In Table 3, we also include the coefficient estimates along with the standard error estimates obtained from the naive methods (as-treated, per-protocol and ITT) under the proportional odds models, which are implemented by the algorithm of Zeng et al. (2016). We note that the magnitude of the estimated screening effect based on each naive method is smaller than that produced by the proposed method. In addition, unlike the proposed analysis, which reveals a sensible positive association between colorectal cancer risk and immediate family history of PLCO cancer, as-treated analysis and ITT analysis suggest having immediate family with PLCO cancer has little impact on the development of colorectal cancer. These discrepancies may be caused by the bias induced by endogenous treatment selection. That is, study participants with immediate family history of PLCO cancer, as compared to those without, may be more likely to comply with the assigned screening (as confirmed by the results in Web Table 4 of the Supporting Information). Consequently, the subset of study participants who were assigned to the intervention and comply with it may over-represent individuals with family history of PLCO cancer. As having immediate family with PLCO cancer may be linked to a higher risk of colorectal cancer, ITT or as-treated analysis, which does not properly accommodate such non-random treatment compliance, thus may yield attenuated estimates for the treatment effect and the effect of PLCO cancer family history.

We also performed the Mid-EM analysis, which transforms the interval-censored data into right censored data by imputing the interval-censored observations with the midpoints of intervals. The results are presented in the rightmost panel of Table 3. We note that the findings based on the Mid-EM analysis are similar to those obtained by the proposed method. The result similarity can be explained by the low interval censoring rate of 2% and the high right censoring rate of 98% in this cancer screening dataset.

In Web Appendix C of the Supporting Information, we present and discuss the estimation results for model (1) given never takers and model (3) (see Web Table 4 of the Supporting Information), and results obtained under proportional hazards models (see Web Tables 56 of the Supporting Information). The results suggest that being male, with higher education, having immediate family with any PLCO cancer, and having immediate family with colorectal cancer are associated with a significant higher probability of complying with the randomized treatment assignment. Adopting proportional hazards models or proportional odds models leads to very similar findings about the effect of flexible sigmoidoscopy screening.

We also assess the complier causal difference in the survival probability of developing colorectal cancer between the sigmoidoscopy screening versus the usual care, characterized by CESP(t|X) and CESP(t) for t = 1, 2, 3 or 4 and X = (50, 0, …, 0). The results in Web Table 7 further support the beneficial effect of flexible sigmoidoscopy screening for compliers. For example, the estimate of CESP(2) is about 0.46%. Note that the colorectal cancer is a rare disease with lifetime risk being 4.3% in men and 4.0% in women. The incidence rate for individuals over 55 years old is even lower, estimated to be below 2.5% (https://www.cancer.org). Hence, an improvement of 0.46% in colorectal cancer free probability can be roughly translated to at least 18.4% (=0.46/2.5) reduction in cancer incidence, which may be clinically relevant. The results in Web Table 7 provides an altenerative sensible view to interpret and understand the benefit of receiving flexible sigmoidoscopy screening for compliers.

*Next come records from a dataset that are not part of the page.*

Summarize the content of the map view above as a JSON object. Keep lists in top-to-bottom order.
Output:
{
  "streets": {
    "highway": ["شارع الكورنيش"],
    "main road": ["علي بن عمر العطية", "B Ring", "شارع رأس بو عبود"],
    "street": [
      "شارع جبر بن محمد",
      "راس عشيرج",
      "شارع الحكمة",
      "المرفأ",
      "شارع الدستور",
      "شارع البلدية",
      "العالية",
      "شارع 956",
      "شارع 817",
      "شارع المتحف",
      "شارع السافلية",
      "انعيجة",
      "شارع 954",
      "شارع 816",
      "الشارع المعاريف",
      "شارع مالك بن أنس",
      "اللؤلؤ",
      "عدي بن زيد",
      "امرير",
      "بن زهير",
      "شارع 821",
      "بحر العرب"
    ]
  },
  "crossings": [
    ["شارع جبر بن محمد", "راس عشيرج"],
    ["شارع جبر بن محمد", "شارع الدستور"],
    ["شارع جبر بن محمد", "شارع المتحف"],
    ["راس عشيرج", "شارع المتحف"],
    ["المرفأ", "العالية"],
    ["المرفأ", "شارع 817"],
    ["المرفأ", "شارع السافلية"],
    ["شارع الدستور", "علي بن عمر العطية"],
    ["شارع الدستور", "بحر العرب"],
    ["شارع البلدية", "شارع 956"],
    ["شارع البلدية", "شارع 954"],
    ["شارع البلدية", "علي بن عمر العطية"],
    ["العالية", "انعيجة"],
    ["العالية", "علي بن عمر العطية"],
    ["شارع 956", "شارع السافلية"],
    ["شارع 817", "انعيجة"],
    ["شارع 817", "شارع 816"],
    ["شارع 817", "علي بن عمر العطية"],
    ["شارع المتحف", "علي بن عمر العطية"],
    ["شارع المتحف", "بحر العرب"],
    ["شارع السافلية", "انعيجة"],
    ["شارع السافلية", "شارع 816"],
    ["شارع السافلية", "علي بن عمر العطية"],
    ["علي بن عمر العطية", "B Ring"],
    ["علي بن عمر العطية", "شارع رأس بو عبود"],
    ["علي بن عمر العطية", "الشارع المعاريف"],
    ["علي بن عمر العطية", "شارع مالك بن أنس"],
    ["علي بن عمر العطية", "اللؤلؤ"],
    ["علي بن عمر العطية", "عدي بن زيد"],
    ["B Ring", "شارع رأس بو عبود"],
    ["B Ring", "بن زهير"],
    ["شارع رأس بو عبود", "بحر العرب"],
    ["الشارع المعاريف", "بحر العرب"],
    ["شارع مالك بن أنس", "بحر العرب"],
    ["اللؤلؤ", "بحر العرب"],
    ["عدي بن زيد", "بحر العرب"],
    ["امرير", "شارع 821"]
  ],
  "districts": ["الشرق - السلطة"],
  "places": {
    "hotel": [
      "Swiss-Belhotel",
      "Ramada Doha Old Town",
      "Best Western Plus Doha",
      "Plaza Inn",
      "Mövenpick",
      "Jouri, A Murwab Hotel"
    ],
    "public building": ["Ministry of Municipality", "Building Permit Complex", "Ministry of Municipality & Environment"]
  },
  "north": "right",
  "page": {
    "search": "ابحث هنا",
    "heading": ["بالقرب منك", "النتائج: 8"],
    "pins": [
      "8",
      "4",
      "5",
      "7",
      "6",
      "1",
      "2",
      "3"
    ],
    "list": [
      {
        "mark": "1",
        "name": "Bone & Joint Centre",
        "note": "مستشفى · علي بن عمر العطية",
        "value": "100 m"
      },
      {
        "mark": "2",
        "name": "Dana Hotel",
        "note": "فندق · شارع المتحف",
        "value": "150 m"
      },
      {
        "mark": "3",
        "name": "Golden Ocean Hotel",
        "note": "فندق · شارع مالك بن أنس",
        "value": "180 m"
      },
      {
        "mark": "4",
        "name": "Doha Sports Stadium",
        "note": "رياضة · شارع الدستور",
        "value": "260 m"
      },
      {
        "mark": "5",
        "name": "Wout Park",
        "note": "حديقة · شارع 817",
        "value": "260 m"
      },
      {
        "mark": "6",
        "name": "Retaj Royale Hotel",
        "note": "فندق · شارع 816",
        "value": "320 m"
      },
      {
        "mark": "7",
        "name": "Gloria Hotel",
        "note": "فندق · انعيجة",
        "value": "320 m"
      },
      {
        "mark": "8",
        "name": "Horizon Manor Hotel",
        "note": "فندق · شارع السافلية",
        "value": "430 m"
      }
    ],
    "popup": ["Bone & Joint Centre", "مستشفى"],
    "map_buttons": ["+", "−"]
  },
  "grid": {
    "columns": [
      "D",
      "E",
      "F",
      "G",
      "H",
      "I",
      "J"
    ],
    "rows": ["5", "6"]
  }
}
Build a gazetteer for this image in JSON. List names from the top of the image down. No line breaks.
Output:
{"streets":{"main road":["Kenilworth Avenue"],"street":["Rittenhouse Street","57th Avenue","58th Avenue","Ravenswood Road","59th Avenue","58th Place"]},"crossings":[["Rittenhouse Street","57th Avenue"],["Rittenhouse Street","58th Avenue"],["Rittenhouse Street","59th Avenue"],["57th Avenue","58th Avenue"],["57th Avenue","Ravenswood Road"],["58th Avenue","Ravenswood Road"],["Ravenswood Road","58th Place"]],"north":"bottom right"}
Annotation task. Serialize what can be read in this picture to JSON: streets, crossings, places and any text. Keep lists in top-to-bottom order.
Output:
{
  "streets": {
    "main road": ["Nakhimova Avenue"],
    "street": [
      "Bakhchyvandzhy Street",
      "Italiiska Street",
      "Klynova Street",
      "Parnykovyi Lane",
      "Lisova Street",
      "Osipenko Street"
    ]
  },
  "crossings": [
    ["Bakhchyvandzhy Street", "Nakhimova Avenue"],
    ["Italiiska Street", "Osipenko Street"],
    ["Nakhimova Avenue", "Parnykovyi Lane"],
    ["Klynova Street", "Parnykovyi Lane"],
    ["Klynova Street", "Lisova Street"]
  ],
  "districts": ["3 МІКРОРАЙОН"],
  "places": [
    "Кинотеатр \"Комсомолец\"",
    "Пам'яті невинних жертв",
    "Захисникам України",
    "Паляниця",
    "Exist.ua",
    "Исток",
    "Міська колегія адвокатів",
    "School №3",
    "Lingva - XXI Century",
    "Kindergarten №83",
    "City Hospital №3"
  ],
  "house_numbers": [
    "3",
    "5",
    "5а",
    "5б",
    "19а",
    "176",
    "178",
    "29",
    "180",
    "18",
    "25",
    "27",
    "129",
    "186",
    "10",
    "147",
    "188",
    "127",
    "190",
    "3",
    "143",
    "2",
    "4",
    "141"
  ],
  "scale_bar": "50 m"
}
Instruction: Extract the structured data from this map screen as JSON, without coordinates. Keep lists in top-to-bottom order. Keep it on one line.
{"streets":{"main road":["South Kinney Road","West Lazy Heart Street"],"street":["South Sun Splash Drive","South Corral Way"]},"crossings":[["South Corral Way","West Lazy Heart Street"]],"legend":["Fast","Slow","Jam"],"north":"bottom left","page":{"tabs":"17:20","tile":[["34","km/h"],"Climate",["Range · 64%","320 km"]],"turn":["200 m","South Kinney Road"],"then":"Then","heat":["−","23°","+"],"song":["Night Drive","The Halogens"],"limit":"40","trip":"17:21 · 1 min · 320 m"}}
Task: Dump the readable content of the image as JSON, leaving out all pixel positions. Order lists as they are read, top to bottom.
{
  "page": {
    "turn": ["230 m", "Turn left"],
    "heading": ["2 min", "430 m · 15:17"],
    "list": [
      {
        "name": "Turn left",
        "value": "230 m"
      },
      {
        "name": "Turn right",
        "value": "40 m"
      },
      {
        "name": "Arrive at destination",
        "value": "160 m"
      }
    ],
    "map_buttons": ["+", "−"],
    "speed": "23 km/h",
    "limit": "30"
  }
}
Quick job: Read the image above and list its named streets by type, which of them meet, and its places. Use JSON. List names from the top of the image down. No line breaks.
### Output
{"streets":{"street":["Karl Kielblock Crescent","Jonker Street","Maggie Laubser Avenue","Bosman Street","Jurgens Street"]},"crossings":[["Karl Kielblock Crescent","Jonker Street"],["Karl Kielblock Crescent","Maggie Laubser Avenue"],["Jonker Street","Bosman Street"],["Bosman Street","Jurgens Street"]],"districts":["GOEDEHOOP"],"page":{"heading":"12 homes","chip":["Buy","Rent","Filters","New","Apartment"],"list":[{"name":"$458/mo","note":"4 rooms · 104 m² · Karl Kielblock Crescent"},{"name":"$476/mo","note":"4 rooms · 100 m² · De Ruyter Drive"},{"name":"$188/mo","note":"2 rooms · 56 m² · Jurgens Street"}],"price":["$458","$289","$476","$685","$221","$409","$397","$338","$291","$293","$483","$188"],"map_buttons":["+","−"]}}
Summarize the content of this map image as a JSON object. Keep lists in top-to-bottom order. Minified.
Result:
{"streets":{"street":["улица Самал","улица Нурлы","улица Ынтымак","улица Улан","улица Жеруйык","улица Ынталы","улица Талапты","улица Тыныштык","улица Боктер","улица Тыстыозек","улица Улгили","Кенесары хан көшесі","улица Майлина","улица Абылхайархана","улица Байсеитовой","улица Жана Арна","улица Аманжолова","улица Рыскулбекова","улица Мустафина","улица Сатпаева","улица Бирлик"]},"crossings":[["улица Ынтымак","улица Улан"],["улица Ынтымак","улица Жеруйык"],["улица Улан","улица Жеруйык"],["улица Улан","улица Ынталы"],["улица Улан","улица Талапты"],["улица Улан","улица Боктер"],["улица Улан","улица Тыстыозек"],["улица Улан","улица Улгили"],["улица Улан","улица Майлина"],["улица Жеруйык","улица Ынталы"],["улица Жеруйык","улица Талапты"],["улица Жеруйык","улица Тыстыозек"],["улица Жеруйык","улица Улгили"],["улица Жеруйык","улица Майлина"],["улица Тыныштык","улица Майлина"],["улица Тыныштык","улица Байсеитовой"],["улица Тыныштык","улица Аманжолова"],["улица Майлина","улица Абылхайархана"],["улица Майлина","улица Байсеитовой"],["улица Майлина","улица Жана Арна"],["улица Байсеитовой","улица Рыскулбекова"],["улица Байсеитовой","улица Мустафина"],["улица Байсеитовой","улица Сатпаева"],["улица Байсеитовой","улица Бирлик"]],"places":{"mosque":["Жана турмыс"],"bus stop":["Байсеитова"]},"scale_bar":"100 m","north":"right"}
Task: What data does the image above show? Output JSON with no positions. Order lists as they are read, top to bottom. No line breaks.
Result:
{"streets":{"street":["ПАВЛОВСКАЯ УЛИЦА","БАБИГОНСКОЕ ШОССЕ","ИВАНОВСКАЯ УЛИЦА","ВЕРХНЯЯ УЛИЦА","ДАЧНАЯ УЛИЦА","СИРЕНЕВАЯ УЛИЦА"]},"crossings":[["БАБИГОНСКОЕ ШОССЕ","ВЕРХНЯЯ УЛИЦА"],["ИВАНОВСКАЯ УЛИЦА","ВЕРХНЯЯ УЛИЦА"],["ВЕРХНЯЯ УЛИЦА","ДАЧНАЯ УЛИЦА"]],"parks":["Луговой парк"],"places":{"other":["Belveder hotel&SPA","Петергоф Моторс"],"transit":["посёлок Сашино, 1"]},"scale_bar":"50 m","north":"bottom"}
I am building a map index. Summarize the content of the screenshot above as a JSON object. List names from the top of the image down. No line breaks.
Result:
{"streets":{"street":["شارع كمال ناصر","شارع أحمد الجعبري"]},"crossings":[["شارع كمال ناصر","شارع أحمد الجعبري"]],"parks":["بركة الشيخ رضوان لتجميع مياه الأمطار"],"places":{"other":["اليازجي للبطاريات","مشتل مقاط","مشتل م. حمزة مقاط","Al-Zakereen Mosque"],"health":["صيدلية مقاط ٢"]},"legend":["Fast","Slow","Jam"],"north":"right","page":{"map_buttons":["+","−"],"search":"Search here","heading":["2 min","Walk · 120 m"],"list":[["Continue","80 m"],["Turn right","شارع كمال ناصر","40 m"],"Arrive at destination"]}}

Data Availability Statement

The data that support the findings in this paper are available upon request to Cancer Data Access System (CDAS) at https://prevention.cancer.gov/major-programs/prostate-lung-colorectal-and-ovarian-cancer-screening-trial/cancer-data-access-system.

Supplementary Material

Supplementary Materials

Acknowledgements

The authors thank the editor, associate editor and two reviewers for their very helpful comments and suggestions that improved the presentation of the paper. This research was supported by the National Institutes of Health grant R01 HL113548 (to Peng) and was partly supported by the National Natural Science Foundation of China grant 11901128 (to Li).

Footnotes

Supporting Information

Web Appendices, Tables and Figures referenced in Sections 36 and R code for implementing the proposed method are available with this paper at the Biometrics website on Wiley Online Library.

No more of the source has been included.